Polícia Federal inicia esquema de segurança para os presidenciáveis; saiba como funciona
A PF (Polícia Federal) iniciou, nesta segunda-feira (20), o esquema de segurança aos candidatos à Presidência da República. Para usufruírem da equipe disponibilizada pela PF, os candidatos homologados nas convenções partidárias devem fazer a solicitação do serviço.
De acordo com informações divulgadas pela CNN, os pré-candidatos Romeu Zema (Novo), Ronaldo Caiado (PSD) e Renan Santos (Missão) afirmaram que irão solicitar o serviço de segurança.
No caso do presidente Luiz Inácio Lula da Silva (PT), que concorrerá à reeleição, a proteção durante o período eleitoral será feita em conjunto pelo GSI (Gabinete de Segurança Institucional) e pela PF.

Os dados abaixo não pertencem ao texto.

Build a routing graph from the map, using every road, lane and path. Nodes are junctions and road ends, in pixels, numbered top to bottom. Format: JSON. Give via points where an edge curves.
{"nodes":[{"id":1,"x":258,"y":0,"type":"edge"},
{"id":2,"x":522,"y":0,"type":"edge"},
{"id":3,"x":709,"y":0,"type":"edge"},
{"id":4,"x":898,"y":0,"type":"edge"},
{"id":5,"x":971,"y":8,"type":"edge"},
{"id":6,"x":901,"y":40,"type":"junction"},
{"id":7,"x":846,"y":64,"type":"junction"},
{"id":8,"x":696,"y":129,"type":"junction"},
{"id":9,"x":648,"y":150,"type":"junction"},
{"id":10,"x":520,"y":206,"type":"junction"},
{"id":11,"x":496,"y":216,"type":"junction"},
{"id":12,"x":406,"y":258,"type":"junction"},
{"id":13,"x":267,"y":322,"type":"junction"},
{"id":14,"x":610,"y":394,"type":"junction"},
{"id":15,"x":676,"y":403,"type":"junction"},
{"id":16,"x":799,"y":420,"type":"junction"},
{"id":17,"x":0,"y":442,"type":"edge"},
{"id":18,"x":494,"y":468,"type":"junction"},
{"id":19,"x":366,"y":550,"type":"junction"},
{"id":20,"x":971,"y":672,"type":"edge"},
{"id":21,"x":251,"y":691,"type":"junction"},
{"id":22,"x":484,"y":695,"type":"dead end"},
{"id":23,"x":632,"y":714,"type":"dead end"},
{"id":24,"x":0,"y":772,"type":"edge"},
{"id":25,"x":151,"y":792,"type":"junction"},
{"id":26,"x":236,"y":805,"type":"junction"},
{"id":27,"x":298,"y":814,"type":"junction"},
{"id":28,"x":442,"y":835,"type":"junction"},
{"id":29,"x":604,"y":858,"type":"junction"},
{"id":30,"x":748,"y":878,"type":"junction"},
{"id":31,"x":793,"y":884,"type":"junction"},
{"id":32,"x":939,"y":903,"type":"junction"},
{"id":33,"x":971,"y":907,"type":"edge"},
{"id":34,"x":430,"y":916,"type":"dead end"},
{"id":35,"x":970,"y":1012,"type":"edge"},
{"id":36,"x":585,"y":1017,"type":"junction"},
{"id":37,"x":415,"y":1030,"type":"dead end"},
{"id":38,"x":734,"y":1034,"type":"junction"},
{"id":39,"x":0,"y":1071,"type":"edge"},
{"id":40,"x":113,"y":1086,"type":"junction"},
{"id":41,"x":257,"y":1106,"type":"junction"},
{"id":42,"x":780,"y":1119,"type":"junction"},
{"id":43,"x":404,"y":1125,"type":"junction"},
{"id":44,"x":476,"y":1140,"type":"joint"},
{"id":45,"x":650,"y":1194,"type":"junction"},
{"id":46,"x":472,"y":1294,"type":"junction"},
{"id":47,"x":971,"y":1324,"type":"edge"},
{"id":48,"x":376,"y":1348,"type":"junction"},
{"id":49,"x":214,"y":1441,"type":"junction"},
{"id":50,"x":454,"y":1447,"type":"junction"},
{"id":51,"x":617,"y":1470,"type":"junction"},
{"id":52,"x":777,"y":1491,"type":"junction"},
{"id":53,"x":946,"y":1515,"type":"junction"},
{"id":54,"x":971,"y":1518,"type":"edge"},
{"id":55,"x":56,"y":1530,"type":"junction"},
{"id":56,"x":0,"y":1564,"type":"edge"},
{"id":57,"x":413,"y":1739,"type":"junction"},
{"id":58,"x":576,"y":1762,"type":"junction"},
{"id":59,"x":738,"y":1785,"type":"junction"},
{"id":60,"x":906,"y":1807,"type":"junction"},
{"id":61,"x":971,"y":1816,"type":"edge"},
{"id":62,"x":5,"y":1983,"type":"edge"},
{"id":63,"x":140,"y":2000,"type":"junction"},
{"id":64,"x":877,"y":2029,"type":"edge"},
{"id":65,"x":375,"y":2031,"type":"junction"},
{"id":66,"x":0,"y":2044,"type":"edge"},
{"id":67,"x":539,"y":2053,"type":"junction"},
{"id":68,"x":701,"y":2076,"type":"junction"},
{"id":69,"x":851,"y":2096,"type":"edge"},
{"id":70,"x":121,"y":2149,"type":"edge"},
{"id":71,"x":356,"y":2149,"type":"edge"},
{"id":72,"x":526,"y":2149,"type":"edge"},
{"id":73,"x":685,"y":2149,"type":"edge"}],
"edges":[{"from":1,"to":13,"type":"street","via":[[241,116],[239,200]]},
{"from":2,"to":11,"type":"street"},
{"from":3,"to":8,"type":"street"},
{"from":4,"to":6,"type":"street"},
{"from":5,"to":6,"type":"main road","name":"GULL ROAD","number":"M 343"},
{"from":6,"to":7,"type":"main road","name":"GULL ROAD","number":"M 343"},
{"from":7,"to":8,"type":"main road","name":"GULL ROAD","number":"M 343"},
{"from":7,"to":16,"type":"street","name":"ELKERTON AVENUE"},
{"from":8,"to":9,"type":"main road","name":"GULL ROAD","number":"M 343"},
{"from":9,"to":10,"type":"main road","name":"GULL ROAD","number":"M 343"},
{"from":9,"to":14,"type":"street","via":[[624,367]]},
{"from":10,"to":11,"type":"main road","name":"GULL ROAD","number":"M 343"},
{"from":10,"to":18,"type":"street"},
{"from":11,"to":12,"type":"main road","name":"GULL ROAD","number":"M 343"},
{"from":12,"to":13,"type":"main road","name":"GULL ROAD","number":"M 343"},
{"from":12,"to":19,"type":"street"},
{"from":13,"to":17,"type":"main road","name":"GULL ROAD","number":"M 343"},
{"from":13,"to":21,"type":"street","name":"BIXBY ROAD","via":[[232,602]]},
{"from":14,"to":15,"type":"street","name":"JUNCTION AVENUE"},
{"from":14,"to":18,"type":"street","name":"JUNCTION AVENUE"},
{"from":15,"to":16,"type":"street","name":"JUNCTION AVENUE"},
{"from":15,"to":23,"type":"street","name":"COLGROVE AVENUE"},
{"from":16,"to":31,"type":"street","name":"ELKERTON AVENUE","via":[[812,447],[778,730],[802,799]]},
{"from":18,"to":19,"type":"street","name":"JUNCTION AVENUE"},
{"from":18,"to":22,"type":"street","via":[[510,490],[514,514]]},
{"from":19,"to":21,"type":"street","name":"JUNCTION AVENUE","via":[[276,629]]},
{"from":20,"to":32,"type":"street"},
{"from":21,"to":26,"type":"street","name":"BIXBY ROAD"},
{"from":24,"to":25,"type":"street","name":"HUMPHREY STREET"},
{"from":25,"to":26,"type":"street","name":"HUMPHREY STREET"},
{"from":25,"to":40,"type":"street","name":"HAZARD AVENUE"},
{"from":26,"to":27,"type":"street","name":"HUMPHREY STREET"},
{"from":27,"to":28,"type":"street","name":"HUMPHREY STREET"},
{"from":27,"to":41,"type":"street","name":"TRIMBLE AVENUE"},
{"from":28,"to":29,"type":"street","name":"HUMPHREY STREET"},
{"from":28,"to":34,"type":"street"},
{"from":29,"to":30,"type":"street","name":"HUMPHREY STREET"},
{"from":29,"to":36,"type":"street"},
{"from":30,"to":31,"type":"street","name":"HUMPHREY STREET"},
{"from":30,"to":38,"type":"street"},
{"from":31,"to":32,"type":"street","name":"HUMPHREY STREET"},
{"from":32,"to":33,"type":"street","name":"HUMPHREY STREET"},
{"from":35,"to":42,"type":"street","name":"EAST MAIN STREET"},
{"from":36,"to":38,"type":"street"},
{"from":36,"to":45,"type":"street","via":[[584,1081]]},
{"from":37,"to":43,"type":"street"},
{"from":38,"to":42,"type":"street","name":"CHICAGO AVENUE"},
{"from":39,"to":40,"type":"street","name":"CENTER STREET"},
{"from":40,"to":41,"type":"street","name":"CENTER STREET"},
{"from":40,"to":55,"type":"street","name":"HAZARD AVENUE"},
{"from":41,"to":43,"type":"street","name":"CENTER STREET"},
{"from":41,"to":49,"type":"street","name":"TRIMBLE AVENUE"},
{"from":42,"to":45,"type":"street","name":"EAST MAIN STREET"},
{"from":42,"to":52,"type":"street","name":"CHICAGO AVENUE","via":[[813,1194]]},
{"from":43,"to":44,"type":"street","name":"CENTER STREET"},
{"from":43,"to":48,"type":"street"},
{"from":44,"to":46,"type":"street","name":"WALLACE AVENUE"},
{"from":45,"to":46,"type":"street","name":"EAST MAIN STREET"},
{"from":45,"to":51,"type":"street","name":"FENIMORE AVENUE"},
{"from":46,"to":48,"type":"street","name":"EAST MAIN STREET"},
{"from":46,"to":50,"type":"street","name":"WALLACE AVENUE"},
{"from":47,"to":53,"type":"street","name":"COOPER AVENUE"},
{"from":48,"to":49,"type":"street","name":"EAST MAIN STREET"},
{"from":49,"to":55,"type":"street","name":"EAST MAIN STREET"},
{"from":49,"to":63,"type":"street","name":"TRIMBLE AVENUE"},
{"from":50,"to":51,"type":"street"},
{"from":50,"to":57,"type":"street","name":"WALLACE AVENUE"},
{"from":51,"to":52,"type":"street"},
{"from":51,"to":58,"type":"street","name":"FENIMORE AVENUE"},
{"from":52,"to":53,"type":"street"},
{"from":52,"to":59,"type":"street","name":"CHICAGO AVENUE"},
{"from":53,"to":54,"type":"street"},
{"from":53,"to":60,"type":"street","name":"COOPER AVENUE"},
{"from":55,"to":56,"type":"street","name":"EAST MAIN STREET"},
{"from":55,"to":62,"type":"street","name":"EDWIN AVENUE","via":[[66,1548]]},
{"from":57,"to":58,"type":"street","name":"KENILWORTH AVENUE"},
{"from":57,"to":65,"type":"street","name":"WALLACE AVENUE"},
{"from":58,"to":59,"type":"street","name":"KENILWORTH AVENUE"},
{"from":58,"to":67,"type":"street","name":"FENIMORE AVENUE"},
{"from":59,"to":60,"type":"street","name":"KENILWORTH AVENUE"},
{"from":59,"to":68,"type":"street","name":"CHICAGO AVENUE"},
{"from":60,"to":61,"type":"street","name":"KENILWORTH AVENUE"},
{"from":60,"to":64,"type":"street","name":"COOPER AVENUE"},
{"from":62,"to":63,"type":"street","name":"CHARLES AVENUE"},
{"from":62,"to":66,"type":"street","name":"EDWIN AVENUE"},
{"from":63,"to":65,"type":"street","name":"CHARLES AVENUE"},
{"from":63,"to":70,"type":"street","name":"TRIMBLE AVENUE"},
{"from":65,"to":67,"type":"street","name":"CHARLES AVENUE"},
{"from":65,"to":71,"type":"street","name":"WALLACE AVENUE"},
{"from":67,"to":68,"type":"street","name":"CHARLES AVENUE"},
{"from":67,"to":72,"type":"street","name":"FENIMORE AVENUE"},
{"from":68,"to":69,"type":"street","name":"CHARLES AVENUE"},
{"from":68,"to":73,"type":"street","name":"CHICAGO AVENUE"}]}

A assessoria do pré-candidato ao Palácio do Planalto Flávio Bolsonaro (PL-RJ) informou que, por preferência pessoal e pela prerrogativa de exercer o cargo de senador, ele optou por manter a mesma equipe da Polícia Legislativa do Senado que já o acompanha. Dessa forma, os serviços da PF serão dispensados.
Os grupos que irão garantir a segurança dos candidatos são compostos por delegados, agentes e escrivães especializados na segurança de autoridades. Segundo a Diretoria de Proteção à Pessoa da PF, mais de 600 profissionais foram capacitados em 2025 e 2026 para atuar na segurança dos candidatos. Destes, até 458 servidores serão recrutados.
Além disso, uma avaliação de risco foi realizada pela PF para classificar os pré-candidatos em quatro níveis de ameaça: muito alto, alto, moderado e baixo.
Segundo a PF, a corporação estima gastar cerca de R$ 95 milhões para garantir a segurança de até dez candidatos à Presidência da República nas eleições de 2026. O orçamento previsto será utilizado para custear a mobilização dos agentes, serviços e aquisição de equipamentos como veículos blindados, coletes de segurança balísticos de alto desempenho, sistemas antidrones e kits antibombas.
Entretanto, o órgão ressalta que o tratamento será igualitário para todos, aplicando os mesmos critérios técnicos. As equipes serão coordenadas a partir da Sala Nacional de Comando e Controle, em Brasília, que acompanhará as equipes e agendas em tempo real para suporte logístico e decisões rápidas.
As ações serão integradas com as forças de segurança estaduais e municipais, buscando a menor interferência possível na dinâmica das campanhas.